Born in Columbus, Ohio to Moroccan parents, Habroune played with youth club Blast FC before joining the youth academy of the Columbus Crew in 2019, a club he grew up supporting. On May 21, 2023, he signed his first professional contract with Columbus Crew 2. On May 23, 2023, he made his senior debut with the Columbus Crew as a late substitute in a 1–0 U.S. Open Cup loss to Pittsburgh Riverhounds SC. On January 17, 2024, he signed his first professional contract with the senior Columbus Crew side as a homegrown player until 2027 with an additional year option. Habroune played sparingly in his first season in 2024, making his league debut for the Columbus Crew as a starter in a 0–0 tie with Real Salt Lake on April 13. He would not start another game for the Black and Gold that year, finishing the season with five total appearances in 2024.

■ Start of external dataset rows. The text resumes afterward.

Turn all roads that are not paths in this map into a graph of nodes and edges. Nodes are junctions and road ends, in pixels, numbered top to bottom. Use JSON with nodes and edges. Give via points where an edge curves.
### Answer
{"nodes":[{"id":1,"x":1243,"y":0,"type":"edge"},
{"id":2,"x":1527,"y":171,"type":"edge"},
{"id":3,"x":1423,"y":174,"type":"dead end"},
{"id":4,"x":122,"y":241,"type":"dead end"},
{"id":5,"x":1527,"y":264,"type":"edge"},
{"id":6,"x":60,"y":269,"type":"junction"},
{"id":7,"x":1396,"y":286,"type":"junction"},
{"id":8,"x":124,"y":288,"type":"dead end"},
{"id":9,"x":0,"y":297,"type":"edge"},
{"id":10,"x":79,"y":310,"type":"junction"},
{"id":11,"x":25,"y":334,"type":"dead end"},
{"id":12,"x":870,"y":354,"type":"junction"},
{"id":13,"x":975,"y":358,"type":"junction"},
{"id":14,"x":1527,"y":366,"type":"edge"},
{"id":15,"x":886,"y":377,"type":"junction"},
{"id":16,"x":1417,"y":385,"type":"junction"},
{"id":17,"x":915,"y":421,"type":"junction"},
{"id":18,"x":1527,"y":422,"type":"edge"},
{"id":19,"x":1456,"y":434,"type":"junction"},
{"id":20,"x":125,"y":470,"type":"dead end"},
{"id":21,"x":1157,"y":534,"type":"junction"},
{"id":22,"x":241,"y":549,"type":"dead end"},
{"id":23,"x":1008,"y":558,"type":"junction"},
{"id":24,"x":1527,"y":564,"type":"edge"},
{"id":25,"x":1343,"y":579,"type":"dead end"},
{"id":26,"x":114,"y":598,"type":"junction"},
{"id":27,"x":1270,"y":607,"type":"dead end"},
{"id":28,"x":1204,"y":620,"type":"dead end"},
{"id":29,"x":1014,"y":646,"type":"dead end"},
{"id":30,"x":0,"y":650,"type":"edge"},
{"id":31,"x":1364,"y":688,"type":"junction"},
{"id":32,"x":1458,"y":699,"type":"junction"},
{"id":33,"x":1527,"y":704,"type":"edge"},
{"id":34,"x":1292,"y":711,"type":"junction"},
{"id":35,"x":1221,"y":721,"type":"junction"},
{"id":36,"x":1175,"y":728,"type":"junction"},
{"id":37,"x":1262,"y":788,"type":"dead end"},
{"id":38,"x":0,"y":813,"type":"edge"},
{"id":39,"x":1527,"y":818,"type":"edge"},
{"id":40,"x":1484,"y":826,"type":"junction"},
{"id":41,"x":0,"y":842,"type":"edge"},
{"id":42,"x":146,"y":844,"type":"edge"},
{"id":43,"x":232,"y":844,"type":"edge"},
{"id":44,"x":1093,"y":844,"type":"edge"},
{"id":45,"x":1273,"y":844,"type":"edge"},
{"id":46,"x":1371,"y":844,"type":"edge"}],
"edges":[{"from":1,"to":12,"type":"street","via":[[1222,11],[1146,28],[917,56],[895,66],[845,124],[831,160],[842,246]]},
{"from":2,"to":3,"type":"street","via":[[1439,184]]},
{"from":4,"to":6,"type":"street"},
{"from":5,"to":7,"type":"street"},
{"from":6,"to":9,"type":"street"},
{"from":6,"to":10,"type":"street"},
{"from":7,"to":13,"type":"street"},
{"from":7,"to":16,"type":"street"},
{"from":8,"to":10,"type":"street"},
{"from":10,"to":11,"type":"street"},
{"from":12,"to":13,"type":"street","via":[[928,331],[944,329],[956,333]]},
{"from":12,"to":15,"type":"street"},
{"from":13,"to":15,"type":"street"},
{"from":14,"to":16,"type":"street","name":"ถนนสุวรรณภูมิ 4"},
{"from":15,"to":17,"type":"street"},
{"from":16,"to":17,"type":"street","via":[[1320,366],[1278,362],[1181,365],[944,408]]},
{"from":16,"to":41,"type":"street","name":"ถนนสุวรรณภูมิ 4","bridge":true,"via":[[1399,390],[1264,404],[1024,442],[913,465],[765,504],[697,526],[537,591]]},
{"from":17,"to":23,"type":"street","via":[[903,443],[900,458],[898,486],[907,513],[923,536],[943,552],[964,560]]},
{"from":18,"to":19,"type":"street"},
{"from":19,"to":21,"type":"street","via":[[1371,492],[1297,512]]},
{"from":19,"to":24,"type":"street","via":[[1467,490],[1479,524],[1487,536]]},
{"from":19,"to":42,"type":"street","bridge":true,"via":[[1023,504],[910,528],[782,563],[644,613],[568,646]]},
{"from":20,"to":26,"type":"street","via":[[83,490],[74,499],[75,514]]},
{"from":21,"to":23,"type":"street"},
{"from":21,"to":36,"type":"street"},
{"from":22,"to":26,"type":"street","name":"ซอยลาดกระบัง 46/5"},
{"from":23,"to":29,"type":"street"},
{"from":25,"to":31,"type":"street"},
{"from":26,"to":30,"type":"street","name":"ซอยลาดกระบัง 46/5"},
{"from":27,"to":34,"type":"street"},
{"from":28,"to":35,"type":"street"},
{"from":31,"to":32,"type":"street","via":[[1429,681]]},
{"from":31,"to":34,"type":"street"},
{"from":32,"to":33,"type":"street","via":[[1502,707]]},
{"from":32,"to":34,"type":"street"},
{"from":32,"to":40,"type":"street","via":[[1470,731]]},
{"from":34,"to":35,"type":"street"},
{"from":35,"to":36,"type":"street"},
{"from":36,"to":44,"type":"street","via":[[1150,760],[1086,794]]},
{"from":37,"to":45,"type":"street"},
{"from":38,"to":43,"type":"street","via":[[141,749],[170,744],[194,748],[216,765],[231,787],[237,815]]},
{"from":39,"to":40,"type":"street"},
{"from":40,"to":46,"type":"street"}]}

He made his CONCACAF Champions Cup debut on March 4, 2025, coming on as a halftime substitute. He scored his first goal for the Crew on July 12, 2025 in a 4–2 win over rivals FC Cincinnati. On August 1, he assisted two goals in a 3–1 win against Club Puebla in a Leagues Cup match.

==International career==
Born in the United States, Habroune is of Moroccan descent and holds dual-citizenship. He was part of the United States under-17 team that came in second for the 2023 CONCACAF U-17 Championship, and also made the squad for the 2023 FIFA U-17 World Cup. In 2024, he progressed to the United States under-19 team, taking part in training camps that March and June. The same year, Habroune advanced again to the under-20 team, contributing to the squad that finished second at the CONCACAF U-20 Championship, and went on to compete at the 2025 FIFA U-20 World Cup.